Aussi, permettez-moi d'évoquer, en hommage, comme une indicible pensée, la carte par laquelle il acceptait, aussitôt, avec un humour sceptique dont rien ne saurait le départir, de présider une séance de ce Colloque.
G.D.
-I- L'ENCADREMENT GÉNÉRAL DU DROIT DE LA RESPONSABILITÉ DE LA PUISSANCE PUBLIQUE
Allocution d'ouverture
Par Monsieur Christian Poncelet,
Président du Sénat
Président de séance : Monsieur Pierre FAUCHON, vice président de la commission des Lois constitutionnelles, de législation, du suffrage universel, du règlement et d'administration générale du Sénat.

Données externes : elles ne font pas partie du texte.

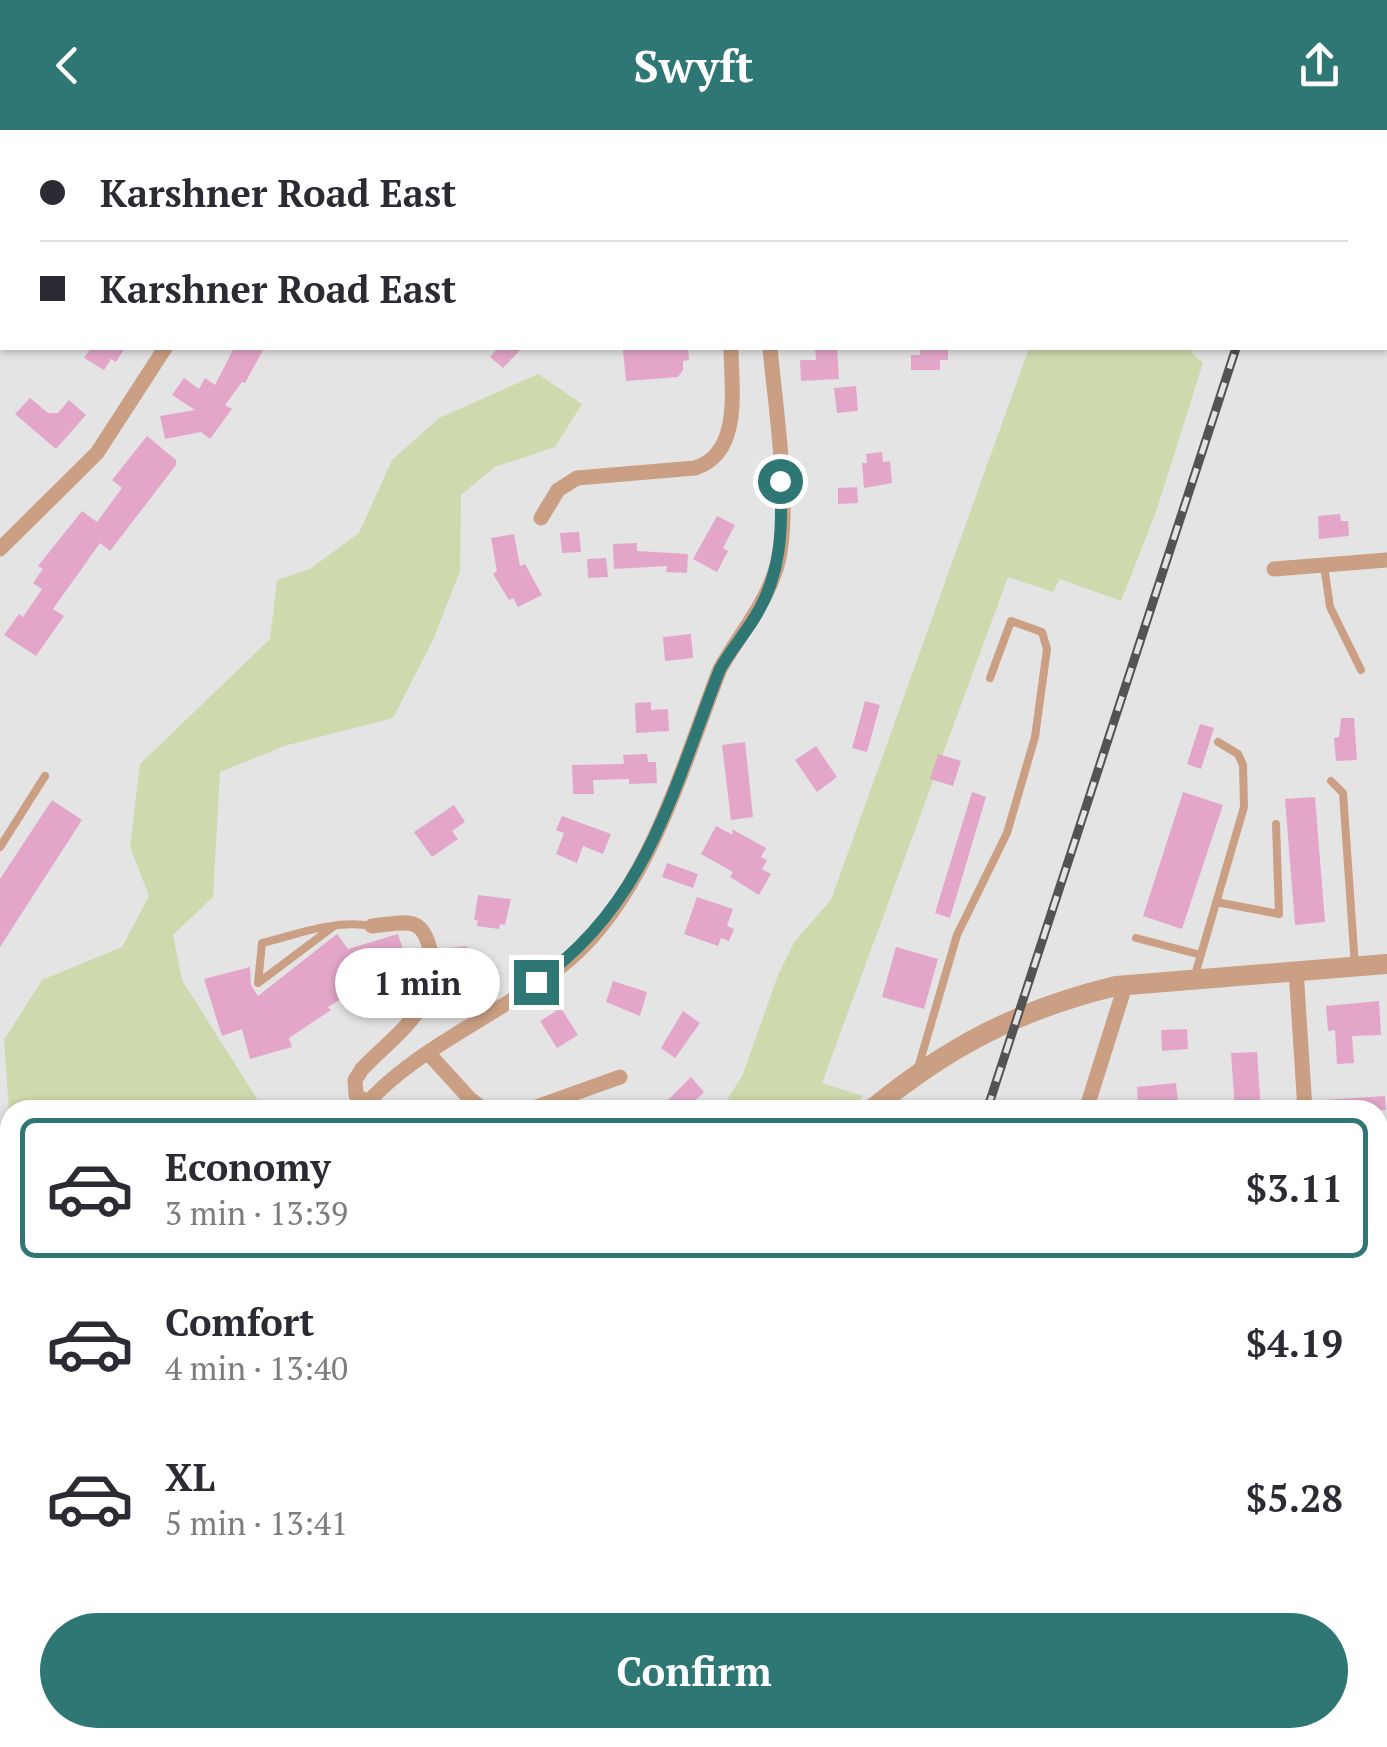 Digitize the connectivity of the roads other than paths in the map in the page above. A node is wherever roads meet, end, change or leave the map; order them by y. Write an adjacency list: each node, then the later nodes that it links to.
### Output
1 (164, 350): 5 (street)
2 (731, 350): 4 (street)
3 (770, 350): 26 (street)
4 (542, 518)
5 (0, 548)
6 (1387, 560): 7 (street)
7 (1324, 565): 8 (street); 9 (lane)
8 (1274, 569)
9 (1361, 670)
10 (990, 678): 27 (lane)
11 (1218, 742): 16 (lane)
12 (46, 776): 15 (lane)
13 (1332, 781): 22 (lane)
14 (1276, 824): 16 (lane)
15 (0, 847)
16 (1216, 902): 20 (lane)
17 (334, 926): 17 (lane); 18 (lane)
18 (372, 926): 29 (street)
19 (1136, 938): 20 (lane)
20 (1201, 956): 24 (lane)
21 (1387, 964): 22 (street)
22 (1355, 966): 23 (street)
23 (1296, 970): 24 (street); 35 (street)
24 (1194, 980): 25 (street)
25 (1125, 986): 27 (street); 34 (street)
26 (430, 1054): 30 (street); 31 (street)
27 (917, 1073): 33 (street)
28 (620, 1076): 32 (street)
29 (360, 1100)
30 (371, 1100)
31 (471, 1100)
32 (555, 1100)
33 (883, 1100)
34 (1089, 1100)
35 (1305, 1100)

Mesdames et Messieurs les professeurs, Monsieur le représentant du président du Sénat - son directeur de cabinet Monsieur MEAR, que nous sommes heureux d'accueillir - Mesdames et Messieurs, nous allons donc ouvrir ce colloque que j'ai l'honneur, impressionnant d'ailleurs pour moi, de présider pour sa première demi-journée.
L'on sent une pointe de confusion. Je ne sais pas à quoi je dois cet honneur, mais en tout cas, je puis à tout le moins dire que je suis de ceux pour qui le mot même de responsabilité est peut être l'un des mots les plus éclairants que l'on puisse trouver dans notre droit. Soit qu'on le considère techniquement comme une source d'obligation, soit qu'on le considère, je dirais plutôt, politiquement comme le principe actif agissant dans les sociétés modernes, qu'il s'agisse de la vie privée ou a fortiori de la vie publique, qui va être le thème central de nos réflexions et des différentes communications qui vont se succéder.

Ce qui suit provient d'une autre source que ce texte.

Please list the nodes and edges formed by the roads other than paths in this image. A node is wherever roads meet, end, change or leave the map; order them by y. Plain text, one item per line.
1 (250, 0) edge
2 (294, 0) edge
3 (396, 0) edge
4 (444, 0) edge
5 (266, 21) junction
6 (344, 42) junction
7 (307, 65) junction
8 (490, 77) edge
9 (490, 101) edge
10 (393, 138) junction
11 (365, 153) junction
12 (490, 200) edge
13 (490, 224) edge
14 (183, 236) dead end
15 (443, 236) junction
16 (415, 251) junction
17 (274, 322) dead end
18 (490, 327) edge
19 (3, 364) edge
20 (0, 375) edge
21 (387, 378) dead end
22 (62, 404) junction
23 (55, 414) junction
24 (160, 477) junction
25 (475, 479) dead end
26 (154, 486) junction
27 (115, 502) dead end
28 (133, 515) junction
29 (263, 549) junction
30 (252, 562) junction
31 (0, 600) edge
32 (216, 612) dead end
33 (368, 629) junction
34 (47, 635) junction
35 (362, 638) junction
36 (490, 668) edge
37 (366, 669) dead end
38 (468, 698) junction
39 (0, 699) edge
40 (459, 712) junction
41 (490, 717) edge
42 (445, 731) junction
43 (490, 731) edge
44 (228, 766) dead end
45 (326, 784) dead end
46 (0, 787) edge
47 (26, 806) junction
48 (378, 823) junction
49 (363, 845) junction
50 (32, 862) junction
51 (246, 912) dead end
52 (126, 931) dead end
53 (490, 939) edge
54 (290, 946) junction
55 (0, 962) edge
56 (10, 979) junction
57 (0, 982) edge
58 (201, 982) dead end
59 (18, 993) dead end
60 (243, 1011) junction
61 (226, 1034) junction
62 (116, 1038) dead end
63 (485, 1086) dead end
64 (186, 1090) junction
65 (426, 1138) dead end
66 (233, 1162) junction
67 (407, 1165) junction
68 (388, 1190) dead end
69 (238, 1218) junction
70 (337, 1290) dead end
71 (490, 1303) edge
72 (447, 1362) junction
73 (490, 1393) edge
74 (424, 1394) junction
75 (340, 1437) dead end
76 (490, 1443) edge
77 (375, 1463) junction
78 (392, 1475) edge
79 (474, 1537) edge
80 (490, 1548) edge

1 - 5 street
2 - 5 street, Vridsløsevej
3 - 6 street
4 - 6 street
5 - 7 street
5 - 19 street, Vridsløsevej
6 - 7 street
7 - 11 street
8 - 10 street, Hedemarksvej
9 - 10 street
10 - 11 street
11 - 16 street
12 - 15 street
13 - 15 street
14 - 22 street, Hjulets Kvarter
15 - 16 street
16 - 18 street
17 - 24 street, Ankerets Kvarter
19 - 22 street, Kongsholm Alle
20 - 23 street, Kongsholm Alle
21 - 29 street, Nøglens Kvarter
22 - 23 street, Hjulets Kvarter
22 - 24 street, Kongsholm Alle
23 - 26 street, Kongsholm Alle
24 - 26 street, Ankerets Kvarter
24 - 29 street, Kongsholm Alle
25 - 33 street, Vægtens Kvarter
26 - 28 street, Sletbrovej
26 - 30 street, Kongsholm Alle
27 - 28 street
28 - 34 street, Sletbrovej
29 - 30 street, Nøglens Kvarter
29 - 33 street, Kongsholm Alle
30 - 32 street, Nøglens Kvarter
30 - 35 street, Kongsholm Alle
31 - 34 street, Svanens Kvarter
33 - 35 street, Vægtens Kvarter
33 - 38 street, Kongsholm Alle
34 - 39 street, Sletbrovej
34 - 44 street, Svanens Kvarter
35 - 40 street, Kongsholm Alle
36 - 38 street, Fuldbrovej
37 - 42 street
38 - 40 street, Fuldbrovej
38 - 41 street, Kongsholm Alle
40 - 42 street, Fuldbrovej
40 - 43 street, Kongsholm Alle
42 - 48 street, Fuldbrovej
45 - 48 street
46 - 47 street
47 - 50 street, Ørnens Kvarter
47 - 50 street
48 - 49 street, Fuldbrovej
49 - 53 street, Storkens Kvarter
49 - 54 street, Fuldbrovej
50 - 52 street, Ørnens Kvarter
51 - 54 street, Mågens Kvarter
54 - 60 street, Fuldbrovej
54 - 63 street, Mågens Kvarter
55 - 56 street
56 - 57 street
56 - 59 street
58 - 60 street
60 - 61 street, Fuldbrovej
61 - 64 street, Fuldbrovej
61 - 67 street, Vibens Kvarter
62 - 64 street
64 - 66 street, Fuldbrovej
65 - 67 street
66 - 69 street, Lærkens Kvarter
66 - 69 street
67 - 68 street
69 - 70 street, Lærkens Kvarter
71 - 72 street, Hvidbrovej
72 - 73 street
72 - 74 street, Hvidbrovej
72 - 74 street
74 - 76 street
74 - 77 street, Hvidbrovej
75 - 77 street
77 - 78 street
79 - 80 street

Et qui vont s'ouvrir maintenant par l'intervention du président PONCELET, qui est retenu par des obligations en province, qui n'étaient pas prévues lorsqu'on a organisé ce colloque et imprimé le programme. Ce qui fait qu'on vous prie de l'excuser. Il a demandé à son directeur de cabinet, Monsieur Alain MEAR, de vous lire sa communication. À titre d'introduction, je lui donne la parole.
Monsieur Alain MEAR, représentant Monsieur le président du Sénat, Christian PONCELET
Merci Monsieur le président.
Monsieur le président de l'université de Paris 13, Monsieur le président Pierre FAUCHON, Mesdames et Messieurs les professeurs, Mesdames, Mesdemoiselles, Messieurs.
Monsieur Christian PONCELET, président du Sénat de la République, m'a chargé de vous présenter ses excuses de ne pas avoir pu honorer son engagement d'être parmi vous ce matin. Ses fonctions de président du Conseil général l'ont en effet impérieusement rappelé dans son beau département des Vosges, célèbre par sa ligne bleue. Il a souhaité que je vous donne lecture du message suivant afin de vous témoigner une nouvelle fois l'intérêt qu'il porte à vos travaux. C'est donc à partir de maintenant le président PONCELET qui parle par ma voix :
Chers amis, c'est avec un véritable plaisir qu'à la demande de Monsieur le professeur DARCY, j'ai accepté d'accueillir votre colloque au sein de cette belle maison. C'est en effet la vocation du Sénat, assemblée parlementaire à part entière et représentant constitutionnel des collectivités locales, mais aussi chambre de réflexions et de propositions, par nature ouverte sur l'avenir, d'accueillir des travaux de prospectives aussi riches et denses que promettent de l'être les vôtres. Permettre la tenue de débats de grande qualité constitue à mes yeux une part très importante de la mission qui incombe au Sénat et qui consiste à approfondir les questions, à ouvrir de nouveaux champs de réflexions, en un mot à nourrir le débat démocratique.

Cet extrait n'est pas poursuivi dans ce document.